Why did that name mean something to me? Well, back in March of 2011, I wrote a long post about Wael Ghonim, and how amazing it was that I was able to follow current events as they were unfolding in Egypt.

Here’s an excerpt from my earlier blog entry:

Now let’s just think about how incredibly cool this is — he’s in Cairo, Egypt.  And he gave a speech at a TED talk in Cairo.  In MARCH.  And I got an email on March 9, opened it, read it early in the morning, clicked on the link, and started learning from Wael Ghonim.
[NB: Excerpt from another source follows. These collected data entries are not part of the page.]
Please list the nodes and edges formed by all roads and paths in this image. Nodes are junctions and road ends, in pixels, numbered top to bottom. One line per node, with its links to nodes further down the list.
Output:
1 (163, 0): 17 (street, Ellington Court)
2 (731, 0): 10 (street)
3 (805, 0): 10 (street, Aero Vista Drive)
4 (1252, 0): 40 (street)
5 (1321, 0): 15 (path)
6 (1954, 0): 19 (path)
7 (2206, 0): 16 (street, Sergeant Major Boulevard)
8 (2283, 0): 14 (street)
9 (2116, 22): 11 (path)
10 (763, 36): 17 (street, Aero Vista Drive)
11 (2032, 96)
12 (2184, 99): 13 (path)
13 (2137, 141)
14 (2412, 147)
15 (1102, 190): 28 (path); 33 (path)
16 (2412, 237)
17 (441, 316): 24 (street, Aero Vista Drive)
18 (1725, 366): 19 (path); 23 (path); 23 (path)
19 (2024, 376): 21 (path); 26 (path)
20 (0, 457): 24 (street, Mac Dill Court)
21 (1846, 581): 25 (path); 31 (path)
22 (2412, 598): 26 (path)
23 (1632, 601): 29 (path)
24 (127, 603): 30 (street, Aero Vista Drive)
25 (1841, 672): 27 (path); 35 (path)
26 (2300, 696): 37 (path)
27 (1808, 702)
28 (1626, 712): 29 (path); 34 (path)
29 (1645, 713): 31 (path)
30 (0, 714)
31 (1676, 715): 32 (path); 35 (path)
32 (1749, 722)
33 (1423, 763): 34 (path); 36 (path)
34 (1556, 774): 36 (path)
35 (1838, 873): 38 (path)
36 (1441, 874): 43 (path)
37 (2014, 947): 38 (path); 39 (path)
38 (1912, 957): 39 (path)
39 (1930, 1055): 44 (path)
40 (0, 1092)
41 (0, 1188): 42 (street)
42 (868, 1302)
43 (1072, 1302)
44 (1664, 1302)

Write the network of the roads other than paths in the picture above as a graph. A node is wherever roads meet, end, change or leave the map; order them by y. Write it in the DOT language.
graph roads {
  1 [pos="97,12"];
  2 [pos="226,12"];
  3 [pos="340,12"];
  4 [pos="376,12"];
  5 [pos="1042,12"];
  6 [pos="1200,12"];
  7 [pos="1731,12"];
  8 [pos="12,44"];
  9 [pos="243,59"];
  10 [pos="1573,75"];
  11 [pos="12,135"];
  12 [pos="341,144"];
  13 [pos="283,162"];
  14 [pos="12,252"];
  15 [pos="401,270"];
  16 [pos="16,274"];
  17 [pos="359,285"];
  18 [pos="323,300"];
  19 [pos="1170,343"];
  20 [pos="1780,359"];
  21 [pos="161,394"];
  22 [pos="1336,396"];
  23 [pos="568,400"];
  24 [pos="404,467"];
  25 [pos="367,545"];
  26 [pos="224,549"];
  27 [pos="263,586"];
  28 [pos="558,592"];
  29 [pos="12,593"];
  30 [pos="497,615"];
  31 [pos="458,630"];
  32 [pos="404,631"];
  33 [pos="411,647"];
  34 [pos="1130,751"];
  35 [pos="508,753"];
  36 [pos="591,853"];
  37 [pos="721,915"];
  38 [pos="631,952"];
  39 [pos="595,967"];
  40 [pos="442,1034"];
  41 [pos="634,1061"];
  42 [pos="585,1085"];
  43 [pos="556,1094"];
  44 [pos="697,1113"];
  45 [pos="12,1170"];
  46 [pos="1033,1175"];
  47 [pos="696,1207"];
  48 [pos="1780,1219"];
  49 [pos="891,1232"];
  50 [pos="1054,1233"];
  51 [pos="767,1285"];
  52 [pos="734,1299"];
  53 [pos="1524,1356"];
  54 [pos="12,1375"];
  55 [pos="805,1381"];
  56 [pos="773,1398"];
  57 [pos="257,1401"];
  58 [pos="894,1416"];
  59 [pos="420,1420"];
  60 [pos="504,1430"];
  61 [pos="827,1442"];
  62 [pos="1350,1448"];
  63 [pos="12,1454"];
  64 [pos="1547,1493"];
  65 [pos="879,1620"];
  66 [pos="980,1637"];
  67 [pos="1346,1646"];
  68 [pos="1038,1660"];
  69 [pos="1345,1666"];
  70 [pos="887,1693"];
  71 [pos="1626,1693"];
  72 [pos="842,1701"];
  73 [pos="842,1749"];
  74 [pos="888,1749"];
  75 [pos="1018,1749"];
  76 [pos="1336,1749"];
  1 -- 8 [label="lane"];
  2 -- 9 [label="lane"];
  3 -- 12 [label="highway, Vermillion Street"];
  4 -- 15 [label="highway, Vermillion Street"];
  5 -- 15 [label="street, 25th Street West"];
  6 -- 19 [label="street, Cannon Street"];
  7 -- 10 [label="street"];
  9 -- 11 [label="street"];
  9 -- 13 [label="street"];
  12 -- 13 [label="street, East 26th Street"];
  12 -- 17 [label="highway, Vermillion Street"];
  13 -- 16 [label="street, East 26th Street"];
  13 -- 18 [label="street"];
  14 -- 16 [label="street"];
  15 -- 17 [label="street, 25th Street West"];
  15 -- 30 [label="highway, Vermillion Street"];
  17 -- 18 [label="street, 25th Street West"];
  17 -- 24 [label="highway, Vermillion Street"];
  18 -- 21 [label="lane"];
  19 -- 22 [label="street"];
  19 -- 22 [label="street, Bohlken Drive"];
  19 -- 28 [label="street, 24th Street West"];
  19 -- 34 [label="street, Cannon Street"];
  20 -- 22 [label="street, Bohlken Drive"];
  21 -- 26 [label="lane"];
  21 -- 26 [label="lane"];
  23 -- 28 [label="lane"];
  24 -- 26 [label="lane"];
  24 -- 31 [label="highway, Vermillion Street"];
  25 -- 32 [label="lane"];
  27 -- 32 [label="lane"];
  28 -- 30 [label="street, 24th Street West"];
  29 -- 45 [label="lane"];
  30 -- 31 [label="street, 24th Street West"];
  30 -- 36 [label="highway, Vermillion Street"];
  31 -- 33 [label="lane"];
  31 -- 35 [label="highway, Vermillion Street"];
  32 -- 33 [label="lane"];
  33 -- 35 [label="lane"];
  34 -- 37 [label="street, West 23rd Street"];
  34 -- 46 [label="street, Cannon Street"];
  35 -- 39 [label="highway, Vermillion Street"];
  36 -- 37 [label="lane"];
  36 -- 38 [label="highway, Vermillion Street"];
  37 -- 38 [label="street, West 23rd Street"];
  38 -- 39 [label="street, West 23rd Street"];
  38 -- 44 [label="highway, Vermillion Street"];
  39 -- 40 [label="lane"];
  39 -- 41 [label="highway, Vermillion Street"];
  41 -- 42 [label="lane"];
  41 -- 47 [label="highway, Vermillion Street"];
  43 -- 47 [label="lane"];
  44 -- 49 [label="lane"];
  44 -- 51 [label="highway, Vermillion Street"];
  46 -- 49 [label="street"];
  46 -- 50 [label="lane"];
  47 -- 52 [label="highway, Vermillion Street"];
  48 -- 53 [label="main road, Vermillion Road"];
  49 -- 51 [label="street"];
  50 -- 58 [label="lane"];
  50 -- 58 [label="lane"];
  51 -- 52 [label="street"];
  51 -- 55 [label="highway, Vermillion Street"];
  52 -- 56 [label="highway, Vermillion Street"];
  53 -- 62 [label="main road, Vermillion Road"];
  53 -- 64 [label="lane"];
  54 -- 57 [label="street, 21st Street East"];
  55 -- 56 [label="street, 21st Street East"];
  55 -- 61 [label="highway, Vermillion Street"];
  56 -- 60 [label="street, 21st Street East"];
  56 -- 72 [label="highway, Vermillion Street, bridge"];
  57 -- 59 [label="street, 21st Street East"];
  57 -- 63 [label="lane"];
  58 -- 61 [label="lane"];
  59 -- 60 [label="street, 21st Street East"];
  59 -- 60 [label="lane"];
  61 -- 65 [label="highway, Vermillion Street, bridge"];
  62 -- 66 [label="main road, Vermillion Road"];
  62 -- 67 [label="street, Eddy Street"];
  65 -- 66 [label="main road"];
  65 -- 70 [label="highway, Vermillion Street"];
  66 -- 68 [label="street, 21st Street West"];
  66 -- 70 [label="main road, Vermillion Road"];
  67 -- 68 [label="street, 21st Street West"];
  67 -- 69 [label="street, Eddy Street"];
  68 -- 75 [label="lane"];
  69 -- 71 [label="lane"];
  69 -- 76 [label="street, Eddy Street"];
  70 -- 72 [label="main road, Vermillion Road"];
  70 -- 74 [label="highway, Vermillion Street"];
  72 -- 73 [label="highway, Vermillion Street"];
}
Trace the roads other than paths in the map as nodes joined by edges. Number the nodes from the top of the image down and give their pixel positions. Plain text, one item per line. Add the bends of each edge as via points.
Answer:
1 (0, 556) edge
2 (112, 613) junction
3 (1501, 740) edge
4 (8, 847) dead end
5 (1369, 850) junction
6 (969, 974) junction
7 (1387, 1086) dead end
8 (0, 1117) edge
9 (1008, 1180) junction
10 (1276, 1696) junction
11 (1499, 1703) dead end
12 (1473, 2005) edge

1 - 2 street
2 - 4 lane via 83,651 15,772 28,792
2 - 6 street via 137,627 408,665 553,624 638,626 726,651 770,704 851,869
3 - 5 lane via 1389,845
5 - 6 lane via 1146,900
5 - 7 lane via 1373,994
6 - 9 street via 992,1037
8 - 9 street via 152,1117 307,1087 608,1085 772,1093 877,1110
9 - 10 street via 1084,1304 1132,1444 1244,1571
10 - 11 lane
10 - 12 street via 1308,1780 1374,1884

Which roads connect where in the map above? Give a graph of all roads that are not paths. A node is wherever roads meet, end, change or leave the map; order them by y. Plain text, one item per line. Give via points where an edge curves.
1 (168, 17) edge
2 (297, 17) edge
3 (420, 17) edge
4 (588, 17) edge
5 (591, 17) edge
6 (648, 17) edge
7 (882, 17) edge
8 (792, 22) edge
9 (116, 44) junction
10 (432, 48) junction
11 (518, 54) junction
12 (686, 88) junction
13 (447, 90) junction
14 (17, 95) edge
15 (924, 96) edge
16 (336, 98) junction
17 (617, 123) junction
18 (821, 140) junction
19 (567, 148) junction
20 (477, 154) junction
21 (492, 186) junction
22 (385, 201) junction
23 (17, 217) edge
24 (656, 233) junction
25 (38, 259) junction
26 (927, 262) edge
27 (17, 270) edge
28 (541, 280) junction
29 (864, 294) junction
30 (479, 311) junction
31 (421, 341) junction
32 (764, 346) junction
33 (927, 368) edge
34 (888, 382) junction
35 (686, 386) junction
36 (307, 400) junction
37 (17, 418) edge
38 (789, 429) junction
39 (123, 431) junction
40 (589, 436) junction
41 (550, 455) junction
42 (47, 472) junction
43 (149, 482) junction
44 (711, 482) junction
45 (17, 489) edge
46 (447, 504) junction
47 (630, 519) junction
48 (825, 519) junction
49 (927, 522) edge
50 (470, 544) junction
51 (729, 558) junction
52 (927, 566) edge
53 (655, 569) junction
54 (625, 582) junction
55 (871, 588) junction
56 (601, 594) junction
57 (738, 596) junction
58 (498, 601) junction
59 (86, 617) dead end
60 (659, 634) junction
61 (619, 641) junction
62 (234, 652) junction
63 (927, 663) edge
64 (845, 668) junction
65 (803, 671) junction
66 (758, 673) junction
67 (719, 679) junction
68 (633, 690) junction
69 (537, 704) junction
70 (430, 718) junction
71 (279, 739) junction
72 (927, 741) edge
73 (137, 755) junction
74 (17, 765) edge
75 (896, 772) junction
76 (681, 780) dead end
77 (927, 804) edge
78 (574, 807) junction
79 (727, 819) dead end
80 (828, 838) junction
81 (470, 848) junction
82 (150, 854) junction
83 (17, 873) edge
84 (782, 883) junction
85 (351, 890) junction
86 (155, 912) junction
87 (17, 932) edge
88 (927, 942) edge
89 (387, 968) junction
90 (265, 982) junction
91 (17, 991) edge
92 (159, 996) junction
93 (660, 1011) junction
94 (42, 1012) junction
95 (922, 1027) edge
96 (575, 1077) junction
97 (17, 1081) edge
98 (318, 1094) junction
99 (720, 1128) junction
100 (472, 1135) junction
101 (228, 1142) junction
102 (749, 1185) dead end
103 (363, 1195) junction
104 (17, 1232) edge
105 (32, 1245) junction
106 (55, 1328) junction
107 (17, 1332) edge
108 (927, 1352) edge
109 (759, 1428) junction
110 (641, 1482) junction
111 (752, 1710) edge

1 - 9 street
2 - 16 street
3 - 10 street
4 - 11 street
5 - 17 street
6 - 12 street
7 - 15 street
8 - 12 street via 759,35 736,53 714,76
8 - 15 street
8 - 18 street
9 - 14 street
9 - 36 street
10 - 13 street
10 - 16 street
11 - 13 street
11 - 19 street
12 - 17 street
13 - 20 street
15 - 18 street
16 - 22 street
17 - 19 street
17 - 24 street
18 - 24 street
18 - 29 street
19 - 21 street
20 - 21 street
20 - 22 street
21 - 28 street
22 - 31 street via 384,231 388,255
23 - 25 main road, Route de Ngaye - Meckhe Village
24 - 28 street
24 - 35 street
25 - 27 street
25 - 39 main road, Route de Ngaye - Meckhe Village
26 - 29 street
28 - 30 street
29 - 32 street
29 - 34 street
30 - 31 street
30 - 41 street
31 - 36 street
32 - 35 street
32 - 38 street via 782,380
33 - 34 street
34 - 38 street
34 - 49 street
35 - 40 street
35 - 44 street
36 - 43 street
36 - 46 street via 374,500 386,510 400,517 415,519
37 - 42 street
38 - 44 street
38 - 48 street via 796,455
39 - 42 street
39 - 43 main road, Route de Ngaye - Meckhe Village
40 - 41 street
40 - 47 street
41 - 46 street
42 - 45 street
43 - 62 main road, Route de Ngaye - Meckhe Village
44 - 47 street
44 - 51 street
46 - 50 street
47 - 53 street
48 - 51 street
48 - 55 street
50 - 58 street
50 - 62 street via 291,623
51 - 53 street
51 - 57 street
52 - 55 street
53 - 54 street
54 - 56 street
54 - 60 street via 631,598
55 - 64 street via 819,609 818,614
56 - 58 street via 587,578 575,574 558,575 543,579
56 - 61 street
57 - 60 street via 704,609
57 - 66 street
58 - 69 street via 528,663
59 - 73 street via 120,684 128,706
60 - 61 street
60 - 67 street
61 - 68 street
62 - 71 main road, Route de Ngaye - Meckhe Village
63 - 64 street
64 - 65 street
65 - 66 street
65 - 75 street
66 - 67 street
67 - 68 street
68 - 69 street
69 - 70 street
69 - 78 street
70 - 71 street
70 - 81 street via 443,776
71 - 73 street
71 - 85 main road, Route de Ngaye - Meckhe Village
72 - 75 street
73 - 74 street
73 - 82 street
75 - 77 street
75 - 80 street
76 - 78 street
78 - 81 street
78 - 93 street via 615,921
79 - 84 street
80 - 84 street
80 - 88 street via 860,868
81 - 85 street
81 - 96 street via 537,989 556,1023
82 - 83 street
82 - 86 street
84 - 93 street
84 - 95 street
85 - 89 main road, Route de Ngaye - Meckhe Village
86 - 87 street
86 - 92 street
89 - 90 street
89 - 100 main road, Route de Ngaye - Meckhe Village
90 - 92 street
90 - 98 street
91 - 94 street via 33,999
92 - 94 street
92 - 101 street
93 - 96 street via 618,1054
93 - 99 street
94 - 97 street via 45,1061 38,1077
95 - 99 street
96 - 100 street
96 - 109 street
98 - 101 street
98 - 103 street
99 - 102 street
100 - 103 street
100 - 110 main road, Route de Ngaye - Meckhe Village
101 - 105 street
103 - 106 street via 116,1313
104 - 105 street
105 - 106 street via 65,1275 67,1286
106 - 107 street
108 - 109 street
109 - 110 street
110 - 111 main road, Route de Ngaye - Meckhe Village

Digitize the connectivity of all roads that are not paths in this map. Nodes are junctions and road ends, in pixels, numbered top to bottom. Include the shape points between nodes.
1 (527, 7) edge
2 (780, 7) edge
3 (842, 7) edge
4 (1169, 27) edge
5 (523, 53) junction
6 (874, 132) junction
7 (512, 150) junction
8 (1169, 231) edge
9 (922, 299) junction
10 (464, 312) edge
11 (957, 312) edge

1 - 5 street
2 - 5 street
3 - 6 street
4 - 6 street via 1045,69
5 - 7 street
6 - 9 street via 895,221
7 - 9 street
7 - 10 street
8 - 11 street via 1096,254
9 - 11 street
I mean, this sort of thing simply wasn’t possible when I was growing up.  We read history in the textbook, which was written several years earlier.  Now, we can access primary sources that allow us to think about events as they happen:

On a second look, we don’t just want students to think about events as they happen — we want them to get active and put those events into context, by using such tools as Google Earth to locate Egypt and by conducting online research to do what I call Applied History.

But the point here is that my earlier blog post about Wael Ghonim became a part of me in ways that I fear most students’ study of history and/or current events does not often become a part of them.

My investment in blogging about Wael Ghonim’s story 11 months ago makes me want to listen to this NPR story (pictured below) Well, maybe not all of it since it’s 38 minutes long — I’ll likely listen to the first 5 minutes to get the sense of it and hear Wael Ghonim’s voice…   Then I’ll go back and read the transcript once it’s made available online in a few days:

Apparently, Ghonim has written a book about his experience.  As you can see from the highlighted portion below, he felt like he had to do something, so he started a Facebook page to dramatize the killing of Khaled Said. He was anonymous when he started the page, but Egyptian officials figured out who he was. Shortly after that, they  kidnapped him.

This is gripping stuff.

Imagine being a middle school student who followed this story back in March. Imagine now wanting to follow-up, but not having time to do so because you are swamped with homework.

Imagine if you had the flexibility to pursue your passion. At TLC, students will learn how to assign themselves homework. They will also spell out the rationale for that HW so everyone is clear about why they are reading that play or working on that math problem.

This means that a TLC student in my position — one who was following events in Egypt — could give herself the homework assignment of reading Wael Ghonim’s new book over the next week. As she read, she would blog about sections of the book that the student found most compelling. When she finished, she might write a review of the book and post it on Amazon.

Many students are passionate about events they learn about, but are stuck doing their teacher’s homework. We need to mentor students so that they are able to learn on their own, and then we need to trust students enough to let them blog about events they care about. Then we need to allow them to follow-up and learn more.

I just watched a great video by Alan November, who says early in the video that the one question he asks when he wants to determine whether a school is a good one or a great one is this:

Who owns the learning?

If it’s the teachers who own the learning (and the curriculum) — if the teachers are working harder than the students — then something’s wrong. The teacher’s job is to create a learning environment that make the students engage with and take ownership of their learning.

If the goal is for young people to become empathetic global citizens — which happens to be the goal of TLC — then why on earth would we stop them from getting to that objective through an unexpected route, such as following up on the Arab Spring?

We need to have students blog more, and we have to give them the flexibility to follow their curiosity wherever (within reason) their blogging may lead them.

This does not mean drop math so you can focus exclusively on Wael Ghonim. But it does mean that if the plan was to look at poetry next week, there would be enough flexibility to let that student focus on Wael Ghonim this week and catch up on poetry later.

If we did it right, the student might even be able to write some poetry about what’s going on in Egypt. She could post that poetry on her blog and we could connect her with a school in Egypt who could read her blog and comment on her work.